Jusqu’à la moitié des années 1940, : les hémophiles ne vivent pas longtemps. Leur seul traitement est l’administration de plasma frais congelé, qui ne contient pas la dose adéquate de facteur VIII (FVIII) ou IX (FIX). Plusieurs d’entre eux meurent de complications hémorragiques.
1963 : Frank Schnabel, un homme d’affaires montréalais né aux États-Unis souffrant d’hémophilie A sévère, crée la Fédération mondiale de l’hémophilie (FMH). Toute sa vie, Schnabel, qui était un patient du Dr Tsoukas à l’Hôpital général de Montréal, s’est battu sans relâche pour les droits des hémophiles partout dans le monde.
De la fin des années 1960 jusqu’au début des années 1970 : le cryoprécipité, un produit sanguin congelé, permet d’administrer le FVIII par voie intraveineuse plus rapidement et plus facilement. Cependant, dès le début des années 1980, il devient évident que le plasma et les cryoprécipités augmentent les risques d’infection par le VIH et l’hépatite C (VHC).

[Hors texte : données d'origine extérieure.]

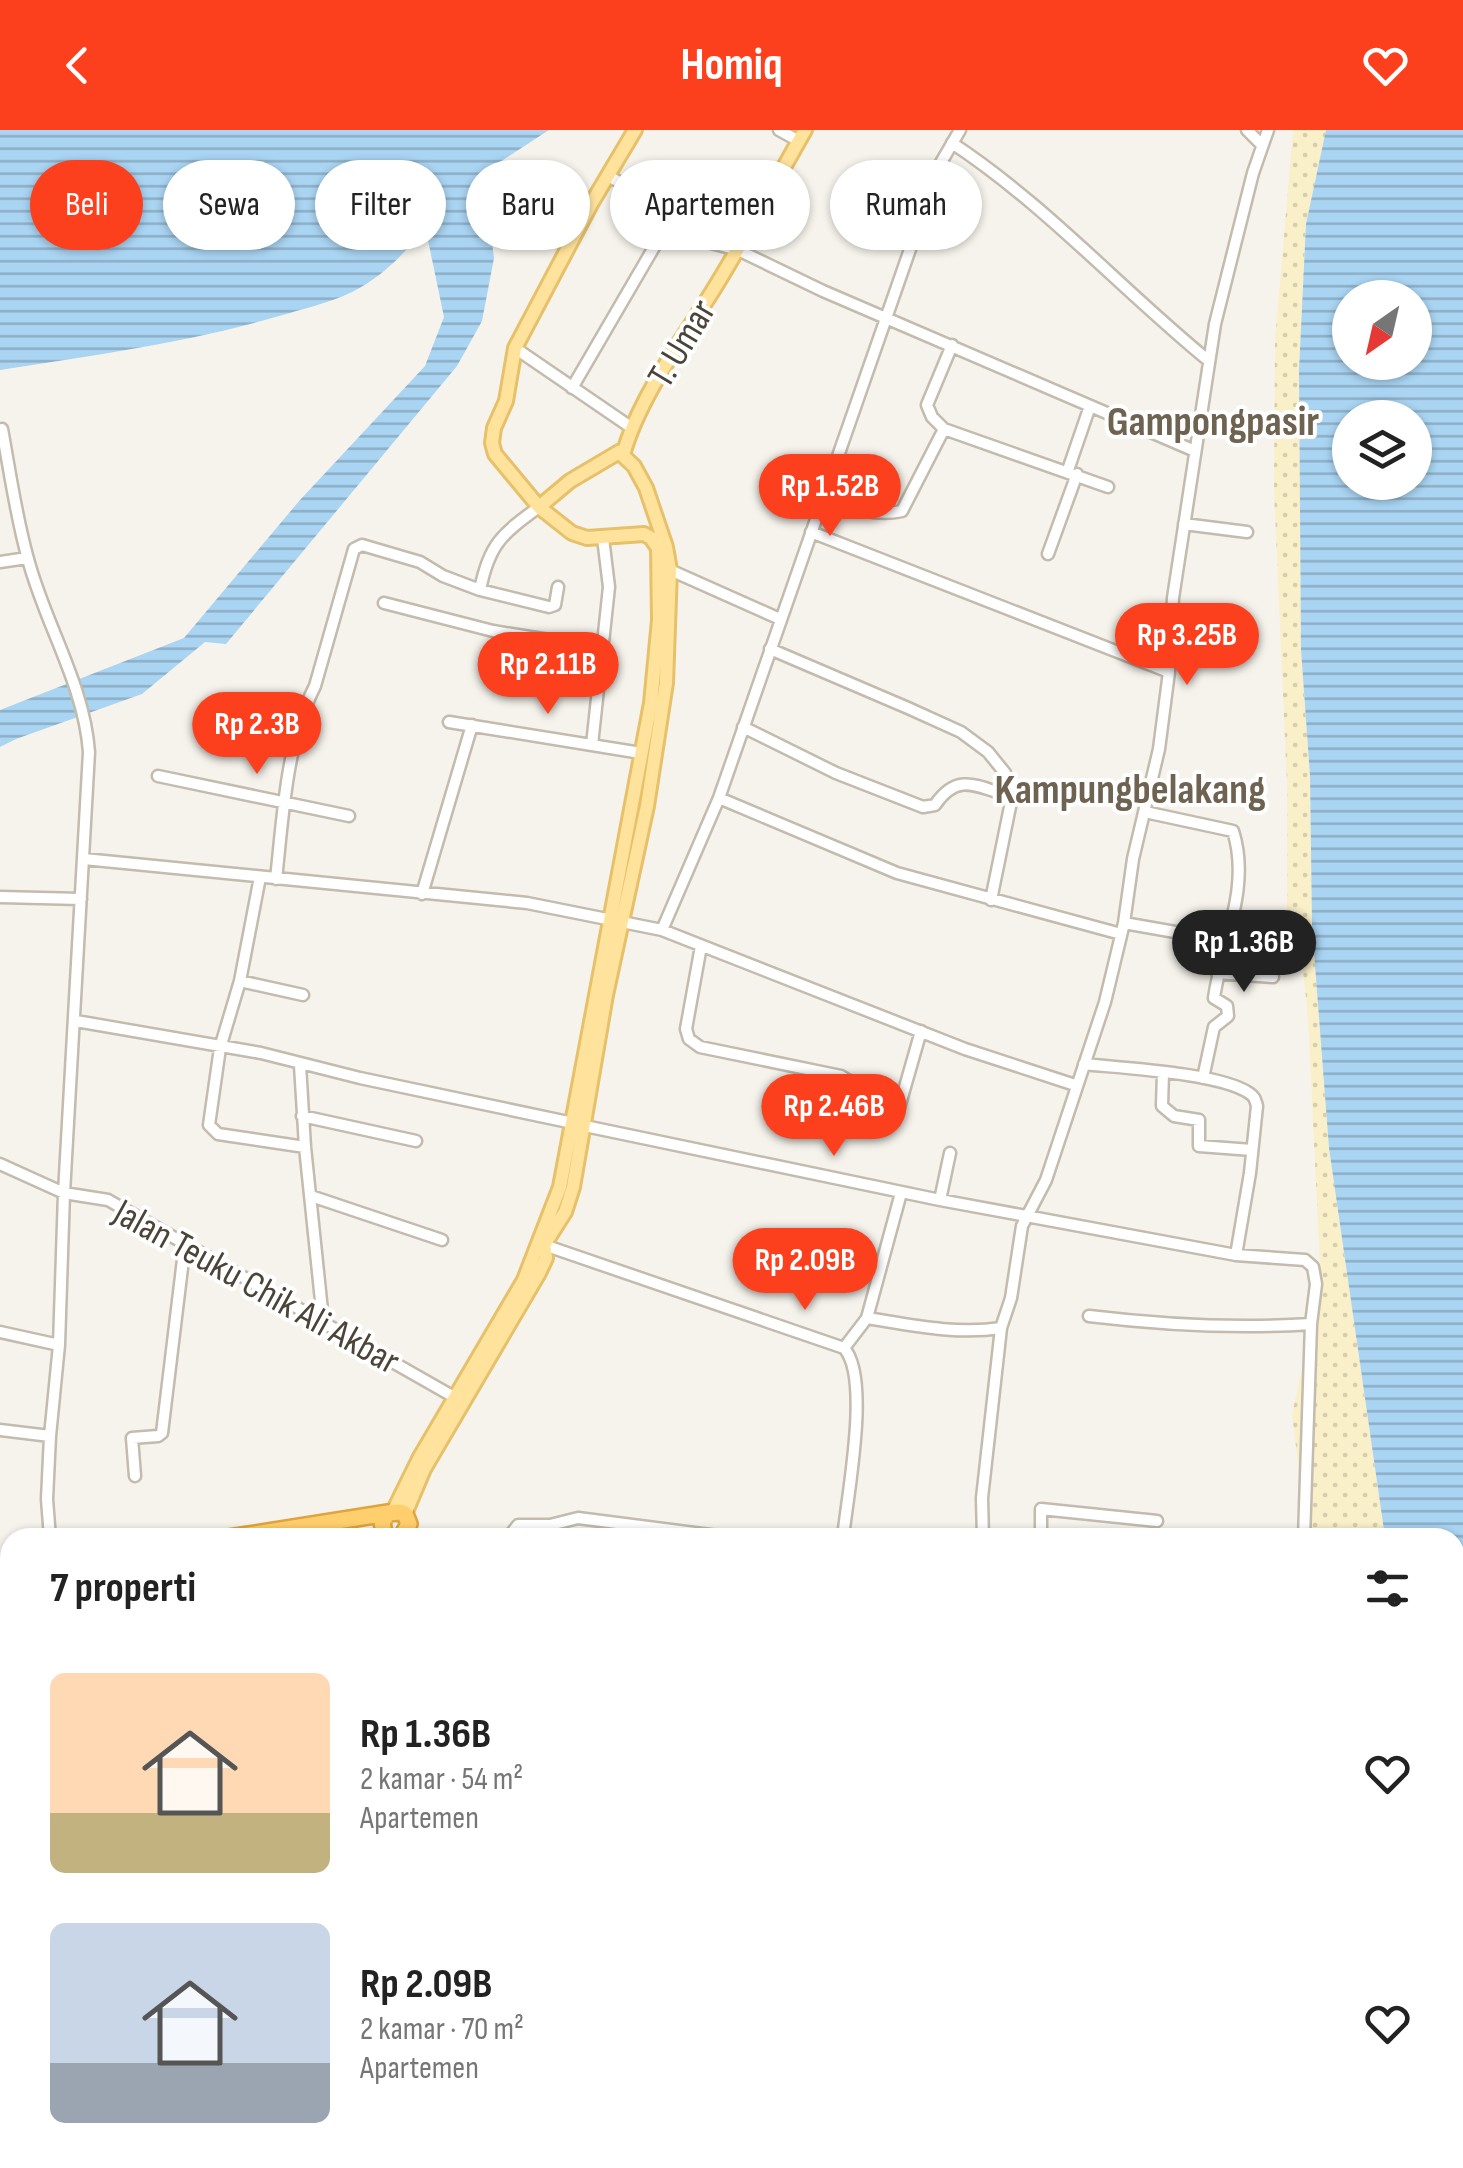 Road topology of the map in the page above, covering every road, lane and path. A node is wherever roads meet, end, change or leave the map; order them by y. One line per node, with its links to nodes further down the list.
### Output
1 (635, 130): 9 (main road)
2 (779, 130): 6 (street)
3 (960, 130): 7 (street)
4 (1248, 130): 8 (street)
5 (1268, 130): 8 (street)
6 (802, 136): 10 (main road, T. Umar)
7 (952, 143): 14 (street); 17 (street)
8 (1262, 145): 17 (street)
9 (619, 160)
10 (789, 160)
11 (610, 177): 16 (main road)
12 (652, 250): 18 (street)
13 (738, 250): 14 (street); 20 (main road, T. Umar)
14 (886, 318): 15 (street); 27 (street)
15 (952, 344): 19 (street); 22 (street)
16 (515, 348): 18 (street); 28 (main road)
17 (1209, 361): 23 (street)
18 (572, 388): 20 (street)
19 (1090, 406): 23 (street); 25 (street)
20 (632, 428): 24 (main road, T. Umar)
21 (2, 429): 34 (street)
22 (944, 429): 25 (street); 27 (street)
23 (1194, 451): 29 (street)
24 (623, 455): 28 (main road); 36 (main road)
25 (1072, 472): 26 (street); 33 (street)
26 (1108, 487)
27 (821, 499): 30 (street)
28 (540, 507): 32 (main road); 38 (street)
29 (1184, 524): 31 (street); 43 (street)
30 (811, 532): 40 (street); 43 (street)
31 (1248, 532)
32 (603, 538): 42 (street); 48 (main road)
33 (1048, 554)
34 (27, 558): 35 (street); 55 (street)
35 (0, 562)
36 (670, 570): 40 (street); 62 (main road)
37 (558, 587): 38 (street)
38 (480, 590): 52 (street)
39 (384, 603): 42 (street)
40 (780, 620): 41 (street)
41 (770, 649): 46 (street); 50 (street)
42 (604, 650): 47 (street)
43 (1169, 672): 53 (street)
44 (449, 722): 45 (street)
45 (472, 725): 47 (street); 58 (street)
46 (743, 728): 50 (street); 51 (street)
47 (592, 744): 48 (street)
48 (641, 753): 62 (main road)
49 (158, 776): 52 (street)
50 (1012, 797): 61 (street)
51 (719, 798): 61 (street); 64 (street)
52 (285, 804): 54 (street); 57 (street)
53 (1145, 812): 63 (street); 65 (street)
54 (349, 816)
55 (84, 858): 56 (street); 60 (street)
56 (260, 877): 57 (street); 69 (street)
57 (276, 879): 58 (street)
58 (422, 894): 62 (street)
59 (0, 897): 60 (street)
60 (81, 899): 71 (street)
61 (991, 900): 63 (street)
62 (616, 920): 64 (street); 80 (main road)
63 (1122, 929): 65 (street); 74 (street)
64 (662, 930): 66 (street)
65 (1226, 942): 67 (street)
66 (701, 946): 72 (street); 72 (street)
67 (1217, 973): 68 (street); 77 (street)
68 (1273, 977)
69 (240, 981): 70 (street); 73 (street)
70 (303, 995)
71 (76, 1022): 73 (street); 86 (street)
72 (921, 1031): 78 (street)
73 (220, 1048): 75 (street); 82 (street)
74 (1084, 1064): 76 (street); 78 (street)
75 (300, 1065): 79 (street); 80 (street)
76 (1163, 1072): 77 (street); 83 (street)
77 (1203, 1078): 83 (street)
78 (1076, 1084): 90 (street)
79 (302, 1116): 81 (street); 82 (street)
80 (579, 1125): 87 (street); 93 (main road); 103 (main road)
81 (416, 1140)
82 (304, 1148): 88 (street)
83 (1252, 1150): 94 (street)
84 (950, 1153): 89 (street)
85 (0, 1164): 86 (street, Jalan Teuku Chik Ali Akbar)
86 (64, 1192): 92 (street, Jalan Teuku Chik Ali Akbar); 101 (street)
87 (901, 1192): 89 (street); 96 (street)
88 (311, 1196): 91 (street); 97 (street)
89 (940, 1200): 90 (street)
90 (1028, 1216): 94 (street); 99 (street)
91 (442, 1240)
92 (185, 1243): 97 (street, Jalan Teuku Chik Ali Akbar); 106 (street)
93 (544, 1245): 102 (street); 108 (main road)
94 (1236, 1255): 98 (street)
95 (1089, 1316): 98 (street)
96 (866, 1318): 99 (street); 102 (street)
97 (323, 1320): 103 (street, Jalan Teuku Chik Ali Akbar)
98 (1311, 1324): 117 (street)
99 (1001, 1328): 115 (street)
100 (0, 1332): 101 (street)
101 (59, 1345): 105 (street)
102 (844, 1348): 114 (street)
103 (454, 1397): 108 (main road)
104 (0, 1430): 105 (street)
105 (50, 1436): 109 (street)
106 (135, 1476)
107 (1157, 1521): 116 (street)
108 (402, 1523): 110 (highway); 111 (highway)
109 (49, 1528)
110 (344, 1528)
111 (385, 1528)
112 (515, 1528): 113 (street)
113 (618, 1528)
114 (844, 1528)
115 (983, 1528)
116 (1042, 1528)
117 (1304, 1528)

De la fin des années 1970 jusqu’au début des années 1980 : les concentrés de FVIII et de FIX dérivés du plasma, produits à partir de sang de milliers de donneurs deviennent accessibles. Au début, ces produits sont une découverte majeure, puisque les patients peuvent se traiter à domicile. Par contre, le VIH et le VHC sont encore inconnus, donc les produits dérivés du plasma ne sont pas traités ou testés pour ces virus. Environ 80 % des hémophiles sévères sont alors co-infectés par ces deux virus, et beaucoup d’entre eux meurent du VIH pendant les années 1980.
Vers la fin des années 1970 : la Dre Hanna Strawczynski crée le Centre de traitement de l’hémophilie (CTH) de l’Hôpital de Montréal pour enfants, fondé sur le concept des soins complets. Il s’agissait d’un des deux premiers centres de soins complets au Canada. Il existe maintenant 24 centres comme celui-ci, où des médecins, des infirmiers et infirmières, des physiothérapeutes et des travailleurs sociaux spécialisés donnent des soins complets.
1985 : le VIH avait été identifié en 1983. Maintenant, dès lors, des tests et des traitements thermiques sur les produits sanguins sont imposés afin de prévenir d’autres infections par le VIH. La découverte du VHC et le développement d’un test se feront vers la fin des années 1980 et le début des années 1990. L’hépatite C continue donc à être une menace pour les hémophiles.
Début des années 1990 : pour éliminer le risque de contamination virale, tous les produits de FVIII et de FIX au Canada sont remplacés par de tout nouveaux produits recombinants, qui depuis lors sont utilisés presque uniformément.
Une banque de données nationale anonyme est créée permettant le traitement rapide des patients et des patientes lors d’une urgence, et ce, peu importe où ils ou elles se trouvent.
Le futur : les traitements de l’hémophilie A et B pourraient connaître un changement positif grâce au développement de nouveaux produits qui peuvent être administrés de manière plus facile et efficace, et grâce à l’évolution de la thérapie génique pour le déficit en FIX.